| TASK GOAL |
The answer is every line of the records that holds the word "roads", copied in full.

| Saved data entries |
____

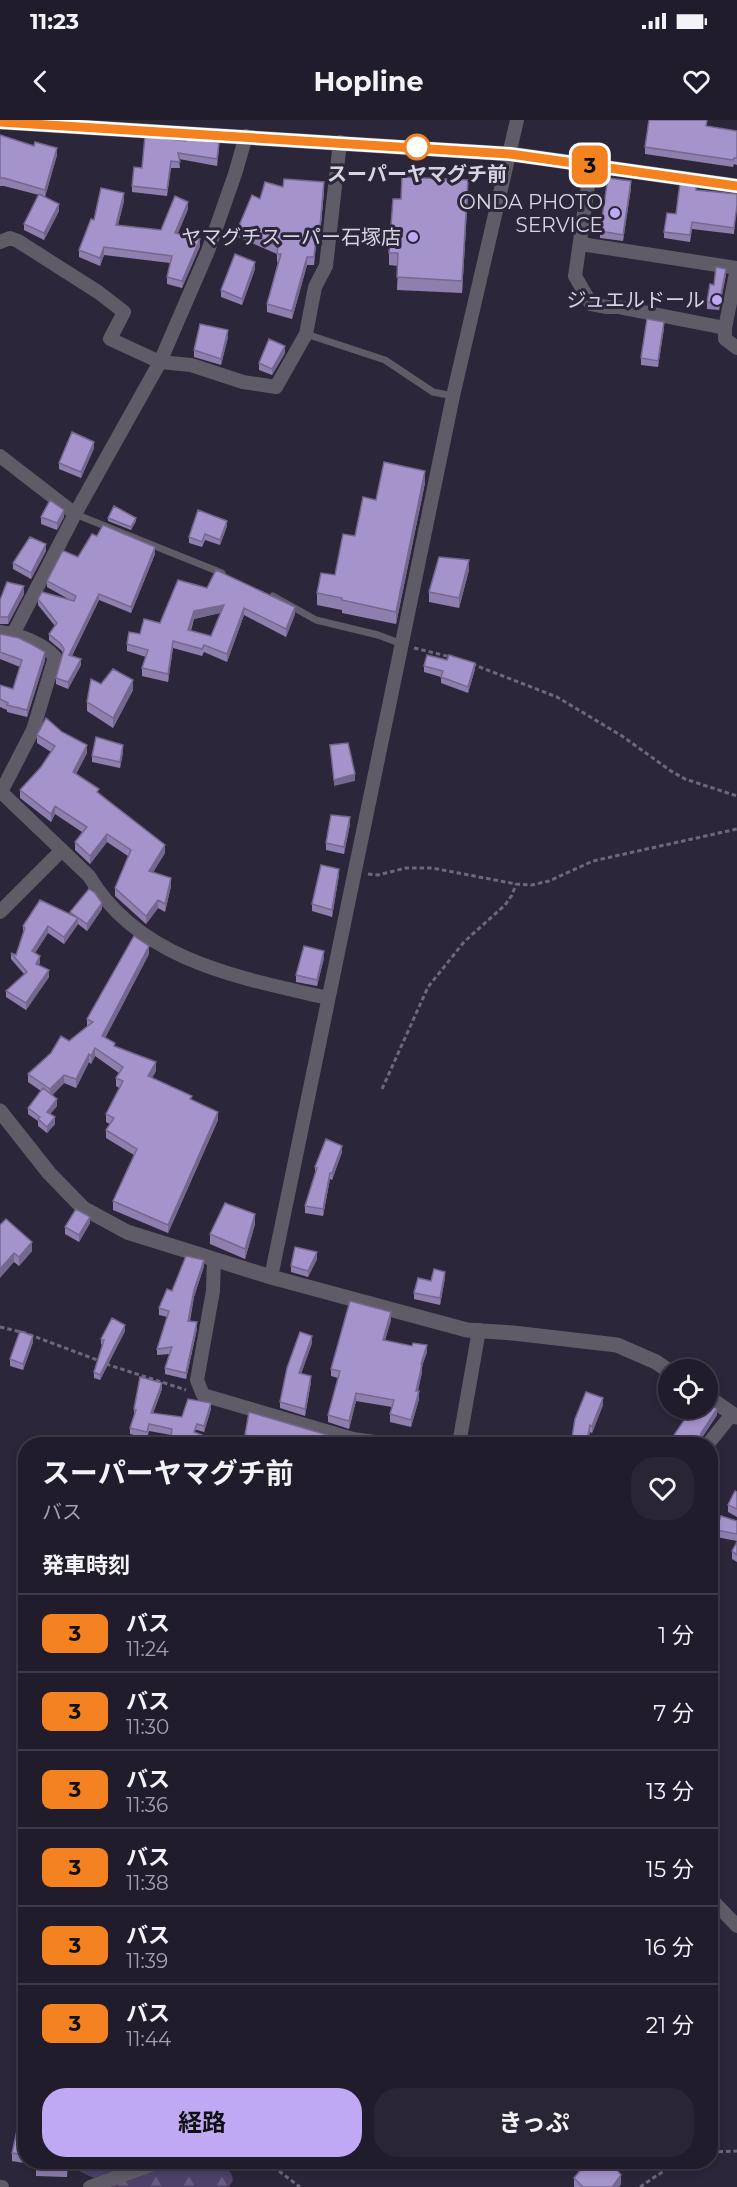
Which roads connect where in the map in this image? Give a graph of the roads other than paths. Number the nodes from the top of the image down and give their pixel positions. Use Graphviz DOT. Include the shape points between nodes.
graph roads {
  1 [pos="517,120"];
  2 [pos="0,122"];
  3 [pos="246,136"];
  4 [pos="340,142"];
  5 [pos="510,154"];
  6 [pos="591,165"];
  7 [pos="737,186"];
  8 [pos="0,242"];
  9 [pos="581,244"];
  10 [pos="737,267"];
  11 [pos="736,283"];
  12 [pos="725,328"];
  13 [pos="306,334"];
  14 [pos="737,348"];
  15 [pos="160,362"];
  16 [pos="453,396"];
  17 [pos="0,456"];
  18 [pos="75,514"];
  19 [pos="225,574"];
  20 [pos="266,593"];
  21 [pos="7,633"];
  22 [pos="402,644"];
  23 [pos="62,850"];
  24 [pos="0,912"];
  25 [pos="328,998"];
  26 [pos="0,1111"];
  27 [pos="214,1259"];
  28 [pos="271,1277"];
  29 [pos="479,1330"];
  30 [pos="658,1363"];
  31 [pos="718,1404"];
  32 [pos="735,1416"];
  33 [pos="346,1437"];
  34 [pos="460,1437"];
  35 [pos="715,1437"];
  36 [pos="718,1906"];
  37 [pos="737,1926"];
  38 [pos="140,2169"];
  39 [pos="90,2187"];
  1 -- 5 [label="street"];
  2 -- 3 [label="street"];
  3 -- 4 [label="street"];
  3 -- 15 [label="street" via="208,251"];
  4 -- 5 [label="street"];
  4 -- 13 [label="street" via="326,266 315,287"];
  5 -- 6 [label="street"];
  5 -- 16 [label="street"];
  6 -- 7 [label="street"];
  6 -- 9 [label="street"];
  8 -- 15 [label="street" via="10,238 18,241 98,292 124,312 110,339"];
  9 -- 10 [label="street"];
  9 -- 12 [label="street" via="575,276 591,304"];
  10 -- 11 [label="street"];
  11 -- 12 [label="street"];
  12 -- 14 [label="street" via="725,339"];
  13 -- 15 [label="street" via="276,387"];
  13 -- 16 [label="lane" via="385,360 434,392"];
  15 -- 18 [label="street"];
  16 -- 22 [label="street"];
  17 -- 18 [label="street"];
  18 -- 19 [label="lane"];
  18 -- 21 [label="street"];
  20 -- 22 [label="lane" via="316,620"];
  21 -- 23 [label="street" via="48,650 55,657 33,730 1,792"];
  22 -- 25 [label="street"];
  23 -- 24 [label="street"];
  23 -- 25 [label="street" via="130,925 166,950 222,972"];
  25 -- 28 [label="street"];
  26 -- 27 [label="street" via="49,1173 83,1208 127,1232"];
  27 -- 28 [label="street"];
  27 -- 33 [label="street" via="213,1290 196,1380 203,1395"];
  28 -- 29 [label="street"];
  29 -- 30 [label="street" via="617,1345"];
  29 -- 34 [label="street"];
  31 -- 32 [label="street"];
  32 -- 35 [label="street"];
  36 -- 37 [label="street"];
  38 -- 39 [label="street"];
}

____

| SOLUTION TO THE PROBLEM |
Which roads connect where in the map in this image? Give a graph of the roads other than paths. Number the nodes from the top of the image down and give their pixel positions. Use Graphviz DOT. Include the shape points between nodes.
graph roads {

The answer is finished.